Comment 1 Zane Bitter 2016-01-06 00:03:33 UTC
So the remaining issue here was this:


The end result was an update failed and the recourse list showed this:

]$ heat resource-list -n 3 overcloud | grep -v COMPLETE
+---------------------------------------------+-----------------------------------------------+---------------------------------------------------+--------------------+----------------------+---------------------------------------------+
| resource_name                               | physical_resource_id                          | resource_type                                     | resource_status    | updated_time         | parent_resource                             |
+---------------------------------------------+-----------------------------------------------+---------------------------------------------------+--------------------+----------------------+---------------------------------------------+
| 0                                           | f4b63ac6-5461-4bad-a352-637e6ab816ed          | OS::TripleO::Controller                           | UPDATE_IN_PROGRESS | 2015-12-09T09:59:23Z | Controller                                  |
| Compute                                     | 03c29db3-2ada-446e-9636-c41d1aa60fc9          | OS::Heat::ResourceGroup                           | UPDATE_FAILED      | 2015-12-09T09:59:24Z |                                             |
| 0                                           | ee4b419e-512e-481e-8f84-1f114511a7b7          | OS::TripleO::Compute                              | UPDATE_IN_PROGRESS | 2015-12-09T09:59:26Z | Compute                                     |
| Controller                                  | 42661f8f-6f60-4a8e-bc7a-56a7c4f08d5d          | OS::Heat::ResourceGroup                           | UPDATE_FAILED      | 2015-12-09T10:31:05Z |                                             |
+---------------------------------------------+-----------------------------------------------+---------------------------------------------------+--------------------+----------------------+---------------------------------------------+


...and it looks to me like this was caused by failing to cancel an operation on a child stack (which is a known problem for Kilo, fixed in Liberty: see https://bugs.launchpad.net/heat/+bug/1446252 for more details).
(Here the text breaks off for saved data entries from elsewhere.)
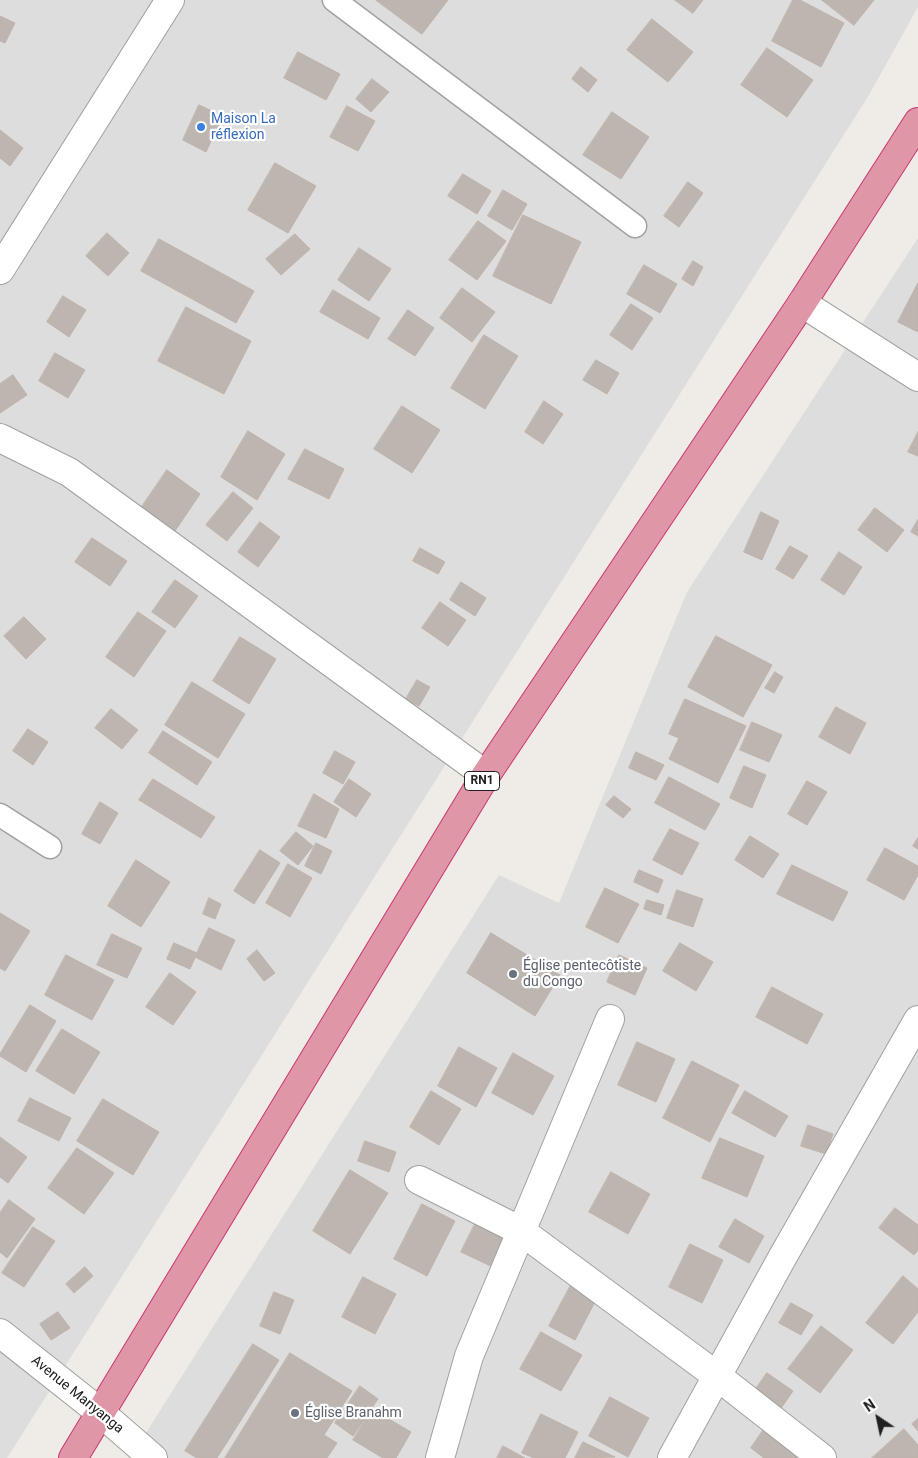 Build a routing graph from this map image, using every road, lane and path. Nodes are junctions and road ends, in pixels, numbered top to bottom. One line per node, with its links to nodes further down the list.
1 (170, 0): 5 (street)
2 (334, 0): 4 (lane)
3 (918, 122): 6 (highway, RN1)
4 (635, 226)
5 (0, 270)
6 (802, 303): 7 (street); 9 (highway, RN1)
7 (918, 377)
8 (0, 438): 9 (street)
9 (486, 775): 18 (highway, RN1)
10 (0, 815): 11 (lane)
11 (50, 847)
12 (610, 1019): 15 (street)
13 (918, 1020): 17 (street)
14 (419, 1180): 15 (street)
15 (521, 1231): 17 (street); 21 (street)
16 (0, 1333): 18 (street, Avenue Manyanga)
17 (717, 1376): 22 (street); 23 (street)
18 (101, 1413): 19 (highway, RN1); 20 (street, Avenue Manyanga)
19 (73, 1458)
20 (153, 1458)
21 (440, 1458)
22 (672, 1458)
23 (822, 1458) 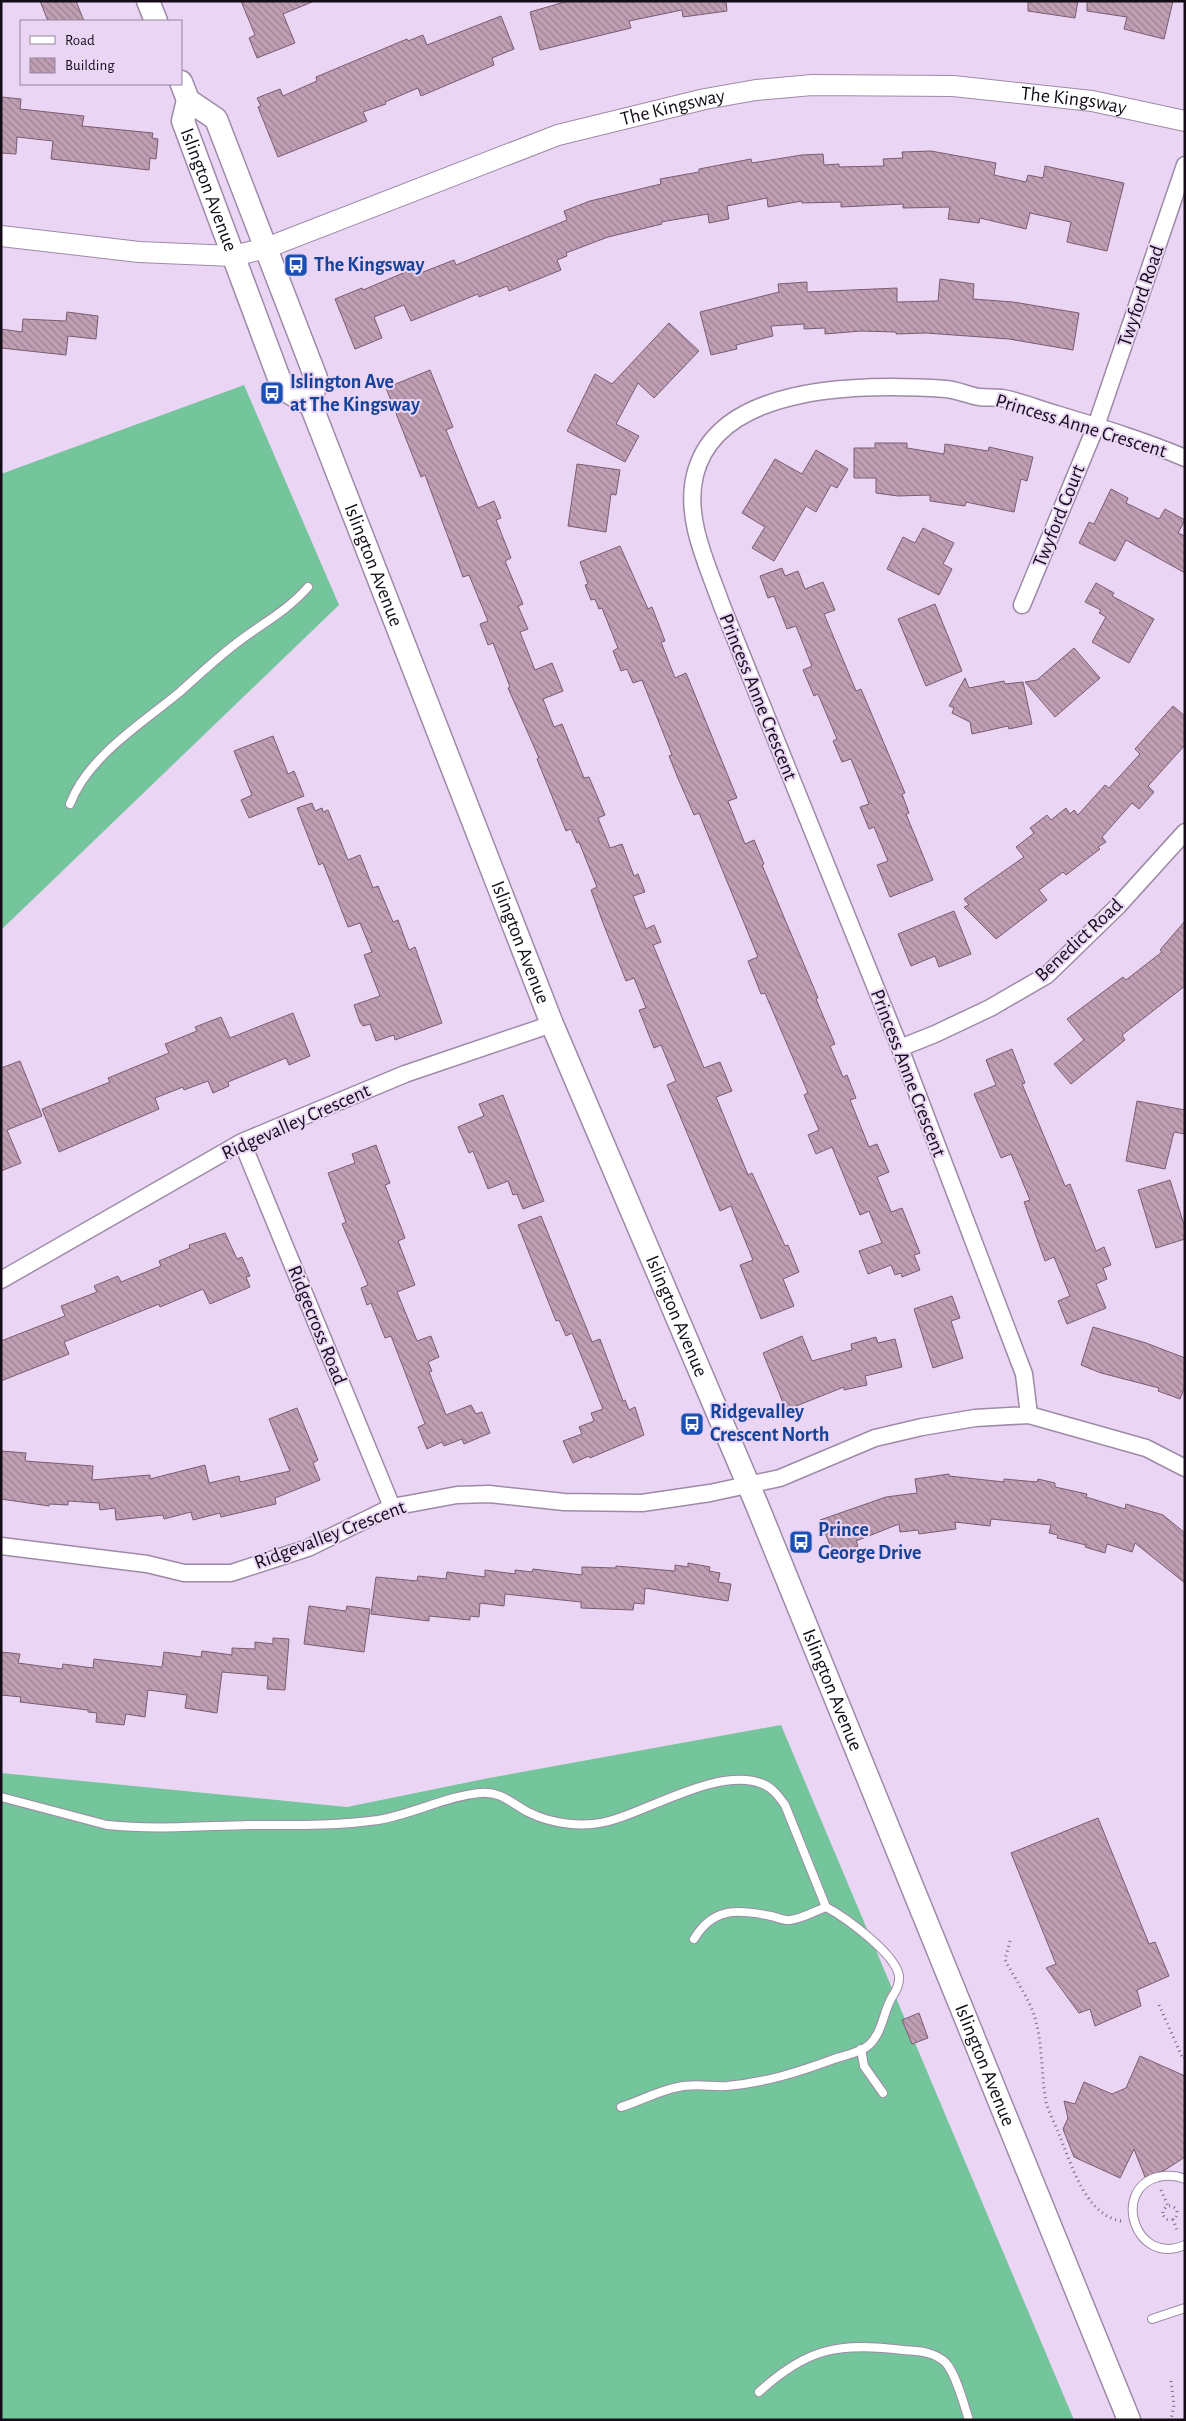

It doesn't appear to be caused by an uncaught exception - the child stacks should eventually time out, they're unlikely to be permanently stuck in that state. Therefore, I'm going to close this bug. We can reopen if we see specific evidence that there are uncaught exceptions happening again.

Comment 2 Zane Bitter 2016-01-06 21:34:39 UTC
*** Bug 1293117 has been marked as a duplicate of this bug. ***